Judge Cosgrove did not participate in the decision of this case.

ORDER

AND NOW, this 1st day of September, 2017, the Final Determination of the Office of Open Records (OOR) dated November 4, 2016, in the above-captioned matter is vacated and the case is remanded to the OOR with instructions for the Department of Corrections (Department) to submit a more detailed affidavit regarding unpaid fees in RTKL 0354-16. Requestor may file a response within 15 days of the filing of the Department's affidavit, and OOR shall then issue a determination.

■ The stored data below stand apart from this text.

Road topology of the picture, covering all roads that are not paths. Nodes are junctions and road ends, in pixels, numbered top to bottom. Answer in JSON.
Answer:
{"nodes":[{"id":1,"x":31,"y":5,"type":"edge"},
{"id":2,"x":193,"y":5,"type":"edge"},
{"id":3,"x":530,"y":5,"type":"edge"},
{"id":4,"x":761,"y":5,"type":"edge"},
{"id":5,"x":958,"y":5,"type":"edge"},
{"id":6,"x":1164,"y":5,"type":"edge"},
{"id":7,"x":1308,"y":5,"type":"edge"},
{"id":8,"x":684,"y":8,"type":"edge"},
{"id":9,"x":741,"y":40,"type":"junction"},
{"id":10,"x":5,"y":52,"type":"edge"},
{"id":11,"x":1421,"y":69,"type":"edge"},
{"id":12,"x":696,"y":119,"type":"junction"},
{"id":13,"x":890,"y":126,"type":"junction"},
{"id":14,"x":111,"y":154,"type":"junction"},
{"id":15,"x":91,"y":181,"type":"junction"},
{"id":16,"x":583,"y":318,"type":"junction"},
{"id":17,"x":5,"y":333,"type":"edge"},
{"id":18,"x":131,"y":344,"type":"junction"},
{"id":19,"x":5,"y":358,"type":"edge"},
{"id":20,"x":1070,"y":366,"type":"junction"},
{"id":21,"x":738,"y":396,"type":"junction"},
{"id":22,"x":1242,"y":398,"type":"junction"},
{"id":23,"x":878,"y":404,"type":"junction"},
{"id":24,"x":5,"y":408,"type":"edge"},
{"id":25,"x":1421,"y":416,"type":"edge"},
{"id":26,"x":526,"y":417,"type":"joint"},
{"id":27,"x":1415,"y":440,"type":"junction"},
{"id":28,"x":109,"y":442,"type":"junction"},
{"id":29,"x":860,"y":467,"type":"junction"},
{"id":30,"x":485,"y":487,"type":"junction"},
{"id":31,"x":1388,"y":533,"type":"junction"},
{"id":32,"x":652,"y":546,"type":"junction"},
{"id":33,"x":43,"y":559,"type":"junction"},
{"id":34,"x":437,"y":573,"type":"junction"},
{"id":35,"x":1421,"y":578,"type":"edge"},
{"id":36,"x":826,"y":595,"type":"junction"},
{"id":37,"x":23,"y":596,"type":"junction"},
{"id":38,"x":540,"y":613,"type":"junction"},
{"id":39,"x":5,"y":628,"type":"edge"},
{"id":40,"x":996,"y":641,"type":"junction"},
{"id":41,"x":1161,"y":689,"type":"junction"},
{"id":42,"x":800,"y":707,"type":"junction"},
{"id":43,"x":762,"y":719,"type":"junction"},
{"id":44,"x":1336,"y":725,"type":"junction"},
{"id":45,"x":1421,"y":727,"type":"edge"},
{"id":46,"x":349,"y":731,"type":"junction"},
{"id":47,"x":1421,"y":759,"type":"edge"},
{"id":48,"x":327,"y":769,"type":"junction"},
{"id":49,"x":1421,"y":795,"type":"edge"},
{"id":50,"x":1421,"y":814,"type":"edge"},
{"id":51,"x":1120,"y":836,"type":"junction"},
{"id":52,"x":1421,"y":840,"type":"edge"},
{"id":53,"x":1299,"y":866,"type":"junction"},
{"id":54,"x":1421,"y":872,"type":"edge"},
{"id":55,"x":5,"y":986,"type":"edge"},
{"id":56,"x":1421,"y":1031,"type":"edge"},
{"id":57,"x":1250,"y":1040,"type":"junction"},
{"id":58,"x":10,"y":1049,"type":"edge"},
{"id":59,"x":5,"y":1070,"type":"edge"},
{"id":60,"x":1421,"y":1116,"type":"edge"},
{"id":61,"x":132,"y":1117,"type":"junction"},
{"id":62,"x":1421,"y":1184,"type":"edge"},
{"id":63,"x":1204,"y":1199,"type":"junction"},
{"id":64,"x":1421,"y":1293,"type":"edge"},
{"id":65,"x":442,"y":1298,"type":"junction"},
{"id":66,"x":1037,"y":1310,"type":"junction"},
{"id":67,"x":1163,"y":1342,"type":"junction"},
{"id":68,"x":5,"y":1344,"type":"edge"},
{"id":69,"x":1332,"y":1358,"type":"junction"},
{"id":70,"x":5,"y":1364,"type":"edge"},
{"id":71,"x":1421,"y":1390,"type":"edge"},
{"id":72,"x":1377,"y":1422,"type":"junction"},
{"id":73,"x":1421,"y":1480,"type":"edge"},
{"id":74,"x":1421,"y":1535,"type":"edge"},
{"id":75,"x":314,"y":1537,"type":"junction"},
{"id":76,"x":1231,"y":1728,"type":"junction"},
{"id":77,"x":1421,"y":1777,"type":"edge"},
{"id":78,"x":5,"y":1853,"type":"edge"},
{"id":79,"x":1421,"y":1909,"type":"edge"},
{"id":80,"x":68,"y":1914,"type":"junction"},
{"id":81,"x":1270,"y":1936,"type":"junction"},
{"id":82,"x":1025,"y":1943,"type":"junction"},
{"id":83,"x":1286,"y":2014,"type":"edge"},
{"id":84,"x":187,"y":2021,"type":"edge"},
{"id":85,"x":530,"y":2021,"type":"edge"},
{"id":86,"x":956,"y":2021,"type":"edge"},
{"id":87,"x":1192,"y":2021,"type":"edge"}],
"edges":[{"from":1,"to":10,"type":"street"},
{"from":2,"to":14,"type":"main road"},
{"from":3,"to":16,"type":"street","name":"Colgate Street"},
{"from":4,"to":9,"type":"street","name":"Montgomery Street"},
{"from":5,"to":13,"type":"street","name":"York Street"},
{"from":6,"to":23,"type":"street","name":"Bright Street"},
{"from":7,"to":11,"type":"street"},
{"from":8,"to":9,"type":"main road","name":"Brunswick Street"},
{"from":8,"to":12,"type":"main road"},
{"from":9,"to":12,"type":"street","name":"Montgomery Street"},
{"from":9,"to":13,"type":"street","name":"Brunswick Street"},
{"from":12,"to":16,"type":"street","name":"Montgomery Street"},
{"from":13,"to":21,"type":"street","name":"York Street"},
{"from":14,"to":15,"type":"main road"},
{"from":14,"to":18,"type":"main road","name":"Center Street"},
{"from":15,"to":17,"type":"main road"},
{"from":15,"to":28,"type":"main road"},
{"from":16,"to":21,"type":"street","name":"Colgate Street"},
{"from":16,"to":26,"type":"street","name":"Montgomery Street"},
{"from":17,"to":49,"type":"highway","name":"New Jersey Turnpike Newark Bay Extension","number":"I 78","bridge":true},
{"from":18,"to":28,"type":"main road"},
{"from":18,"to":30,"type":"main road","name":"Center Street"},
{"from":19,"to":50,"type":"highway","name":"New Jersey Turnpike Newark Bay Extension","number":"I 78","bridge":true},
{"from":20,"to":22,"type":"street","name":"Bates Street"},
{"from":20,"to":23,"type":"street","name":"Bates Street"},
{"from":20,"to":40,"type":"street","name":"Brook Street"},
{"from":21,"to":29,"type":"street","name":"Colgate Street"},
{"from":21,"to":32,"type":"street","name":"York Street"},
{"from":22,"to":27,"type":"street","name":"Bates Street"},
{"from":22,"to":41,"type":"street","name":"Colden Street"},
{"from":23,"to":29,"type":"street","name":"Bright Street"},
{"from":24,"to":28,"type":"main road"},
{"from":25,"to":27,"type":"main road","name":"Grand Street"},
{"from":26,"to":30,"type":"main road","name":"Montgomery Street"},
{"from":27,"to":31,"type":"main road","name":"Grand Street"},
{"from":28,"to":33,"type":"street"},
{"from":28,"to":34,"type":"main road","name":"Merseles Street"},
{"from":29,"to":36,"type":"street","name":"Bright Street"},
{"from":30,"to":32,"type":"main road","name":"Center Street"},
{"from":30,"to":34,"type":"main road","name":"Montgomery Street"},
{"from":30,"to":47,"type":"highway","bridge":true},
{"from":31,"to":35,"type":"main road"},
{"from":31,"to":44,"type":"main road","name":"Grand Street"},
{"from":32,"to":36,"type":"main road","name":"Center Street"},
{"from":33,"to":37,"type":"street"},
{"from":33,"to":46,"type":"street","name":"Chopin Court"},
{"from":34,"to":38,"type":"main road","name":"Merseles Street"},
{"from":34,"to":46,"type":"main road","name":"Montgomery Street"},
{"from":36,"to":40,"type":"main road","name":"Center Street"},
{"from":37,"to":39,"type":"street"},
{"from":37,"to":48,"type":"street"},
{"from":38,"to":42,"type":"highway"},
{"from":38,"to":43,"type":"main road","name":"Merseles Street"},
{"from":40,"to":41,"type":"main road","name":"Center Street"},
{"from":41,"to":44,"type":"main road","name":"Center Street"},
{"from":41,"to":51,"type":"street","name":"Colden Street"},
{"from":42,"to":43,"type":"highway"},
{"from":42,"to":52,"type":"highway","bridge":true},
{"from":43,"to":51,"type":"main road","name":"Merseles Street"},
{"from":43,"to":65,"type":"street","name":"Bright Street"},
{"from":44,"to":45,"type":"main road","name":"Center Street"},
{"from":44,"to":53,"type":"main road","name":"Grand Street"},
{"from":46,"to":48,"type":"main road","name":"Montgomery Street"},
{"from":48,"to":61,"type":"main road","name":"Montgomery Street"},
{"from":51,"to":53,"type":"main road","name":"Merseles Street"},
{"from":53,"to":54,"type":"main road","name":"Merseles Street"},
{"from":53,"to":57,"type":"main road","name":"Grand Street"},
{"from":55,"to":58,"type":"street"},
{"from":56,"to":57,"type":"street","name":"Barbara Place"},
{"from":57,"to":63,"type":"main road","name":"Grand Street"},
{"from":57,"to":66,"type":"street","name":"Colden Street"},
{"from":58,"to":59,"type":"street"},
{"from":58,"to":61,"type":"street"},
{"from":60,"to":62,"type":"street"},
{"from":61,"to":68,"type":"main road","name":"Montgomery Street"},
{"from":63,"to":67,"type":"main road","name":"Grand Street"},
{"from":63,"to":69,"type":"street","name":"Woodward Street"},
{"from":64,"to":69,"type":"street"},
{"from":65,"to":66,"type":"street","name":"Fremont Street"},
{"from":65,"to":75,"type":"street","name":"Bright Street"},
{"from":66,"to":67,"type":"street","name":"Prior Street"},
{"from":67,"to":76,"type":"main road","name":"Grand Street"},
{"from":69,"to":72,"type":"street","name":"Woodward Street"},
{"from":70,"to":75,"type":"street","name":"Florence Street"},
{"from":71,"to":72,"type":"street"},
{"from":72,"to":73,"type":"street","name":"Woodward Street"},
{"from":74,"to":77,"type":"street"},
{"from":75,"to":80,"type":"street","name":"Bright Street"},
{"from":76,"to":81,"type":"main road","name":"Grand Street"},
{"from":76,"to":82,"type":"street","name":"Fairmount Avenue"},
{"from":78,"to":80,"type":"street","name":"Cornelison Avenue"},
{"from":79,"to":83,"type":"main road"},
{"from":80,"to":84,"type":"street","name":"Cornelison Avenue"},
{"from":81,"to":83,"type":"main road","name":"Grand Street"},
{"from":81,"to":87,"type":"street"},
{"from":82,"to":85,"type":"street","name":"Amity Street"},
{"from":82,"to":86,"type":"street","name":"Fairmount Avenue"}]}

The Department's Request to Revoke Petitioner's in forma pauperis status is denied.

Jurisdiction relinquished.

FOOTNOTES

1.   Act of February 14, 2008, P.L. 6, 65 P.S. §§ 67.101 – 67.3104.

2.   Section 901 of the RTKL provides that “[a]ll applicable fees shall be paid in order to receive access to the record requested.” 65 P.S. § 67.901.In a situation where a requester [sic] owes money for an agency's fulfillment of an earlier request, and where the amount owed for a current request is not expected to exceed $100, Section 901 permits an agency to process the request but to withhold access to the request until all applicable fees, including fees for earlier requests, are paid.Department of Transportation v. Drack, 42 A.3d 355, 363 (Pa. Cmwlth. 2012) (emphasis in original).

3.   This Court's standard of review is de novo and our scope of review is plenary. Bowling v. Office of Open Records, 75 A.3d 453, 477 (Pa. 2013).